In 1992, Persson et al. (1992) used cystometry in rats and demonstrated that inhibition of the L‐arginine/nitric oxide pathway resulted in bladder hyperactivity and reduced bladder capacity. In 2008, Persson et al. (1992) studied an animal model with NO deficiency secondary to the use of L‐NAME and found increased detrusor muscle contractility in response to muscarinic agonists. Zecchin et al demonstrated the effect of the HFD on this signaling pathway (Zecchin et al., 2007). When studying the aortic tissue of rats fed a HFD, they found impairment in the IRS1/PI3K/AKT/eNOS signaling pathway in response to insulin, with a consequent impairment of local vasodilation. In our study, there was subexpression of all genes (IRS1, IRS2, PI3K, AKT, and NOS3) in the NoPA rats fed a HFD, with NOS3 being underexpressed in 100% of the cases. (median ‐ 0.25x). These results suggest the deleterious effect of the HFD on tissue sensitivity to insulin, with reduced expression of eNOS and thus a likely decrease in NO production.

Wang et al. (2015) used a myocardial infarction model in Sprague–Dawley rats to study the effect of 8 weeks of physical activity on the PI3K/AKT/eNOS signaling pathway in cardiac muscle. Considering a direct relationship between myocardial infarction and insulin resistance, physical activity reestablished local signaling, normalizing the tissue expression of eNOS independent from the blood glucose metabolism (Wang et al., 2015). Silva et al. (2016) studied an obesity model induced by a HFD in mice and the effect of physical activity (treadmill running) on eNOS expression in vascular tissue. After 8 weeks, physical exercise induced a significant increase in eNOS expression in the aorta, improving the vascular functional impairment caused by obesity (Silva et al., 2016).
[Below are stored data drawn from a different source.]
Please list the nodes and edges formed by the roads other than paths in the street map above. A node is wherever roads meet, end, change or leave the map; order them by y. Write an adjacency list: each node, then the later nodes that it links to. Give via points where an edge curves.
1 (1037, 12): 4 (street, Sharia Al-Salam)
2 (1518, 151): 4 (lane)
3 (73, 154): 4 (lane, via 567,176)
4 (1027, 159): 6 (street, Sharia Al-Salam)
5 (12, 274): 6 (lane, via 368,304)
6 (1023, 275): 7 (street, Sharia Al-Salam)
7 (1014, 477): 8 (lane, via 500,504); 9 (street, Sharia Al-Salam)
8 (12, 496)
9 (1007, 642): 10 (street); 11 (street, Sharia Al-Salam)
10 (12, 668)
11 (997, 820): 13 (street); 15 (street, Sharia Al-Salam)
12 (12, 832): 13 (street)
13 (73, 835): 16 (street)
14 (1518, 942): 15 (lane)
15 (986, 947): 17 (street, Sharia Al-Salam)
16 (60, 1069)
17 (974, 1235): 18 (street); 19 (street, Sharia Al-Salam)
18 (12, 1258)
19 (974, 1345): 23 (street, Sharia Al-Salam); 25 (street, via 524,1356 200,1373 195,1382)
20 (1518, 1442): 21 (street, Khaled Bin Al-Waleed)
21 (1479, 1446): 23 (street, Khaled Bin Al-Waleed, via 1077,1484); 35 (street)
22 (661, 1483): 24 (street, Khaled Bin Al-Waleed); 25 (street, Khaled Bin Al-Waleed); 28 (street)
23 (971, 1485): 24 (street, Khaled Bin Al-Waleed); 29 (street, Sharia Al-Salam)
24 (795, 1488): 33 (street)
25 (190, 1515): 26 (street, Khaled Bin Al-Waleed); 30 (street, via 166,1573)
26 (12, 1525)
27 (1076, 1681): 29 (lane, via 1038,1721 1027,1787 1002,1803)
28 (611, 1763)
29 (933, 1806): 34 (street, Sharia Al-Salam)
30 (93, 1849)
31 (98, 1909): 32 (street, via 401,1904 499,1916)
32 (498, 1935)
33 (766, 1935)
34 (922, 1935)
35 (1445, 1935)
In 2013, Leiria et al demonstrated the insulin relaxation effects in human and mouse bladder via activation of the PI3K/AKT/eNOS pathway in the bladder mucosa (Leiria et al., 2013). Our study is the first in the literature to describe the protective effect of physical activity on the insulin signaling pathway in bladder tissue, reinforcing the well‐established recommendations for lifestyle changes as an adjuvant in the treatment of bladder dysfunction/LUTS secondary to metabolic alterations.
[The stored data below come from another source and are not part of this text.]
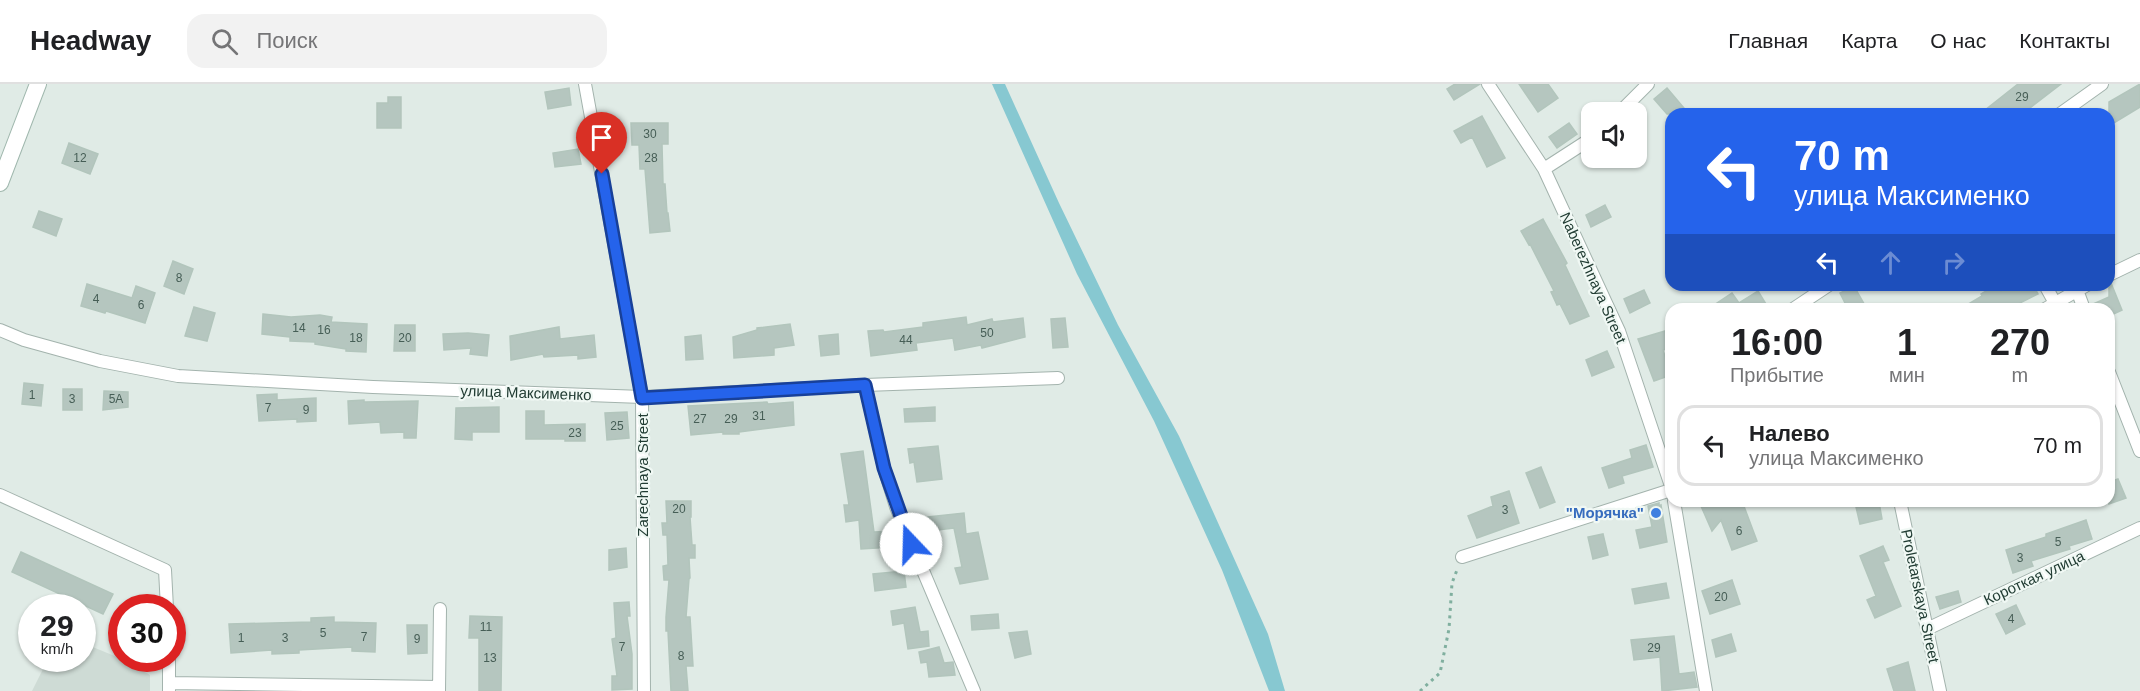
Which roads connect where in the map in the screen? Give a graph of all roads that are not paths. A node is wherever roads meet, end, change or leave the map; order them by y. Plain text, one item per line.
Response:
1 (39, 84) edge
2 (585, 84) edge
3 (1488, 84) edge
4 (1648, 84) edge
5 (2102, 84) edge
6 (1630, 102) edge
7 (2068, 108) edge
8 (1581, 145) edge
9 (1544, 169) junction
10 (0, 183) edge
11 (2140, 260) edge
12 (2115, 272) edge
13 (1820, 291) edge
14 (2075, 291) edge
15 (1802, 303) edge
16 (2055, 303) edge
17 (0, 330) edge
18 (1058, 378) dead end
19 (865, 385) junction
20 (2115, 387) edge
21 (642, 398) junction
22 (2140, 451) edge
23 (1665, 470) edge
24 (1665, 490) edge
25 (0, 495) edge
26 (1675, 507) edge
27 (1901, 507) edge
28 (2140, 528) edge
29 (1462, 557) road end
30 (166, 594) edge
31 (440, 609) dead end
32 (1927, 629) junction
33 (169, 672) edge
34 (170, 687) edge
35 (439, 689) edge
36 (644, 691) edge
37 (974, 691) edge
38 (1706, 691) edge
39 (1940, 691) edge

1 - 10 street
2 - 21 street, Zarechnaya Street
3 - 9 street, Naberezhnaya Street
4 - 6 street
5 - 7 street
8 - 9 street
9 - 23 street, Naberezhnaya Street
11 - 12 street
13 - 15 street
14 - 16 street
17 - 21 street, улица Максименко
18 - 19 street, улица Максименко
19 - 21 street, улица Максименко
19 - 37 street
20 - 22 street
21 - 36 street, Zarechnaya Street
24 - 29 street
25 - 30 street
26 - 38 street
27 - 32 street, Proletarskaya Street
28 - 32 street, Короткая улица
31 - 35 street
32 - 39 street, Proletarskaya Street
33 - 34 street
34 - 35 street

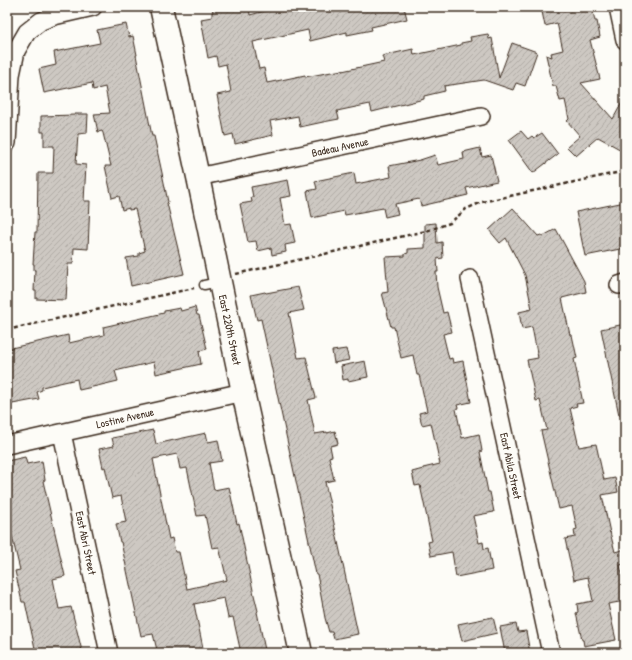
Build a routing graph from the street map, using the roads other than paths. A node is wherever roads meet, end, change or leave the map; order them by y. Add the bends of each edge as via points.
1 (93, 7) edge
2 (160, 7) edge
3 (618, 7) edge
4 (625, 40) edge
5 (481, 116) dead end
6 (7, 143) edge
7 (198, 177) junction
8 (470, 279) dead end
9 (243, 392) junction
10 (62, 432) junction
11 (7, 445) edge
12 (109, 653) edge
13 (301, 653) edge
14 (551, 653) edge

1 - 6 street via 54,16 41,21 26,32 16,51 11,74
2 - 7 street, East 220th Street
3 - 4 street
5 - 7 street, Badeau Avenue
7 - 9 street, East 220th Street via 214,282
8 - 14 street, East Abila Street
9 - 10 street, Lostine Avenue
9 - 13 street, East 220th Street
10 - 11 street, Lostine Avenue
10 - 12 street, East Abri Street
The present study does have some limitations. Our obesity/insulin resistance model was induced by a HFD of 30% saturated fat for 3 months. A longer period of exposure to the diet and/or a higher concentration of fat may reinforce the metabolic results. To assess insulin resistance, we used the HOMA‐IR index. The gold standard for analyzing this parameter is the hyperinsulinemic–euglycemic clamp test (DeFronzo et al., 1979). However, its use has several limitations, such as high cost, the need for an infusion pump and the long application time. Regarding the functional analysis of the bladder, the urodynamic analysis of anesthetized rats provides a sample study and is possibly less appropriate than a study with conscious animals. Finally, we studied only one tissue signaling pathway, and we understand that the complex network of molecular events resulting from insulin resistance results in multifactorial causes of bladder dysfunction. Future studies should be conducted to demonstrate the results of the present study in humans. A prospective and controlled study with a physical activity intervention in obese men could confirm the benefits of this intervention regarding the voiding pattern and quality of life of the patients.

In conclusion, our results suggest that the insulin signaling pathway IRS2/PI3K/AKT/eNOS may be involved in the pathogenesis of bladder dysfunction related to a high‐fat diet. Physical activity may help to prevent bladder disfunction induced by a high‐fat diet through the insulin pathway. Further clinical studies are necessary to reinforce this hypothesis.